Zahlbar bei Auftragserteilung

  • Hallo zusammen,


    mein Sanitärinstallateur wünscht sich 25% der Angebotssumme zahlbar bei Auftragserteilung. Wir sind gerade in mitten der Auftragsvergabe. Nach Rücksprache mit dem Architekten teilte mir dieser mit, dass dies bei den Sanitärleuten schonmal anzutreffen sei und auch nicht so sehr schlimm wäre, da die ja schon in Vorleistung gingen mit der Bestellung der Ware. Soweit so gut - ich will den Anbieter nehmen. Habe mit dem A. über die aktuelle Sit. gesprochen bzgl. Lockdown, Corona usw.

    Baubeginn ist KW 26 - also Ende Juni. Habe meine Bedenken dem A gegenüber geäussert und wir sind überein gekommen, dass ich die Beauftragungsunterlagen die zur finalen Unterschrift bei mir heute eingegangen sind ergänze um einen Passus, das ich die 25% erst bis 4 Wochen vor Auftragsausführung zahlen werde - da ja keiner aktuell weiss wie sich die Lage und auch die Sit. der Firma bis Juni entwickelt. Es geht um 25% von etwas über 29tsd EUR. 4 Wochen sollten dem Handwerker ja reichen die für die Installation notwendigen Teile zu ordern.


    Würde sowas formulieren wie:


    Die bei Auftragserteilung verlangte Zahlung von xxxx,xx EUR wird aufgrund der aktuellen Situation und der daraus resultierenden Ungewissheit erst 4 Wochen vor Beginn der Ausführung der Leistung gezahlt.

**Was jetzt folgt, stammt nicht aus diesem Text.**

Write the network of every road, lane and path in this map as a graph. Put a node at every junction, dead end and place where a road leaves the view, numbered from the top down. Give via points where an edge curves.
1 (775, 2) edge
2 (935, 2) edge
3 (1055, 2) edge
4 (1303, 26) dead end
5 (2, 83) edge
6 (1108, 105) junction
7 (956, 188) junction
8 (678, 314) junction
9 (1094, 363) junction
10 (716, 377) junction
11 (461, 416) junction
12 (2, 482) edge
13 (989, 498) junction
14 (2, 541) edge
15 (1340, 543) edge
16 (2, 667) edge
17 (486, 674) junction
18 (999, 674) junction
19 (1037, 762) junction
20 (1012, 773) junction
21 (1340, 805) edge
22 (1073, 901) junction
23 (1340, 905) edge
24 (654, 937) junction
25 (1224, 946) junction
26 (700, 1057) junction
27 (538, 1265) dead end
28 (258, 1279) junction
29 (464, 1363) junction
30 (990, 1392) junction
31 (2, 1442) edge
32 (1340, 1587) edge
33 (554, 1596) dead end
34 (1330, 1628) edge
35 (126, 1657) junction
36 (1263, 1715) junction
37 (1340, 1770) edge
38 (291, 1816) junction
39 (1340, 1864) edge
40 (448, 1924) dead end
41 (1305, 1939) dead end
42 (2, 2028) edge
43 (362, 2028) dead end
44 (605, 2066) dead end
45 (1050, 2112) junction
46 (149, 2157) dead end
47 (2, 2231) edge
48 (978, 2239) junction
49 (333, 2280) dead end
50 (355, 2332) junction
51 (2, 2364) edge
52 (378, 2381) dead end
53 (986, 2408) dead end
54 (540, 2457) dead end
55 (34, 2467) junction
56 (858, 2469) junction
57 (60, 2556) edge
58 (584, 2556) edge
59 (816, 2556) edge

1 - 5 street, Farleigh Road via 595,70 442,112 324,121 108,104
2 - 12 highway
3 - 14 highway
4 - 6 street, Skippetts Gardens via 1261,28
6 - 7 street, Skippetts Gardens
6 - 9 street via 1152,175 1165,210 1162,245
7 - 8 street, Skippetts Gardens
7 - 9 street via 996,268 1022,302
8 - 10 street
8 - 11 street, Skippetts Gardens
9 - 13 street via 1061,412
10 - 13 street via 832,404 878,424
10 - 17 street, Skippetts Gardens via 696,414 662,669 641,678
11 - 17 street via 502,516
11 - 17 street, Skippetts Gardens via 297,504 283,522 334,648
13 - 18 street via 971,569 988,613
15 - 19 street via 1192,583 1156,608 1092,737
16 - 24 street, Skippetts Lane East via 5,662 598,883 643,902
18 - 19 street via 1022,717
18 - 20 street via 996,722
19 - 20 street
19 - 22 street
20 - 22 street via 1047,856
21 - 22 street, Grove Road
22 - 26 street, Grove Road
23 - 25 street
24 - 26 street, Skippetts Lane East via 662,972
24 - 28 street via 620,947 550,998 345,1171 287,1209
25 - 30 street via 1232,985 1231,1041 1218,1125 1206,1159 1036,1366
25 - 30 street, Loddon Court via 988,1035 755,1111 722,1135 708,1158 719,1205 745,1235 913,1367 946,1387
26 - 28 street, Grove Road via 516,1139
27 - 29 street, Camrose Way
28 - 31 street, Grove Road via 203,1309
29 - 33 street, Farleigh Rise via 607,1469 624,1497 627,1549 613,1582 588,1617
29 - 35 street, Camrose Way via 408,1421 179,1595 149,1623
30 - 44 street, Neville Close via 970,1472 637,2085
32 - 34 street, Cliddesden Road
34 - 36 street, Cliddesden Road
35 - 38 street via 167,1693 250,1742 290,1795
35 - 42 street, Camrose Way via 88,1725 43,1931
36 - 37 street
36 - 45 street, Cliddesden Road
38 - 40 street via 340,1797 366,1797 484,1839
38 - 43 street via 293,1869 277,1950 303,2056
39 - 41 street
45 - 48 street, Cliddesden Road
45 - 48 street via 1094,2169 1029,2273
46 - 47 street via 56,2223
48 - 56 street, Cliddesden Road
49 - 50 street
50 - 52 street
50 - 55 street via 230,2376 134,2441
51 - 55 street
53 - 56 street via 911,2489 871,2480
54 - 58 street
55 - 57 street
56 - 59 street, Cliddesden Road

    - haltet Ihr das für "haltbar"

    - ist die Angabe eines konkreten Datums besser? Ich habe halt Bedenken, das sich ggf. die Ausführung auch gegenüber dem aktuellen Plan verschieb - aufgrund von Lockdowns

    - Architekt und Sanitär hat bereits (ohne diese Ergänzung) unterschrieben - ich würde das ja nun nachträglich um einen Zusatz ergänzen - könnte der Sanitärinstallateur meine Unterschrift anerkennen, auf die von mir getätigte Ergänzung jedoch pfeiffen? Das er dadurch natürlich das ganze auch komplett ablehnen kann ist mir schon klar. Mir geht es eher um "ich tu so als ob der Satz da nicht steht!"


    Viele Grüße,

    OlliL

  • Vier Wochen Bestellvorlauf reichen je nach Modell- und Farbwünschen bei Weitem nicht.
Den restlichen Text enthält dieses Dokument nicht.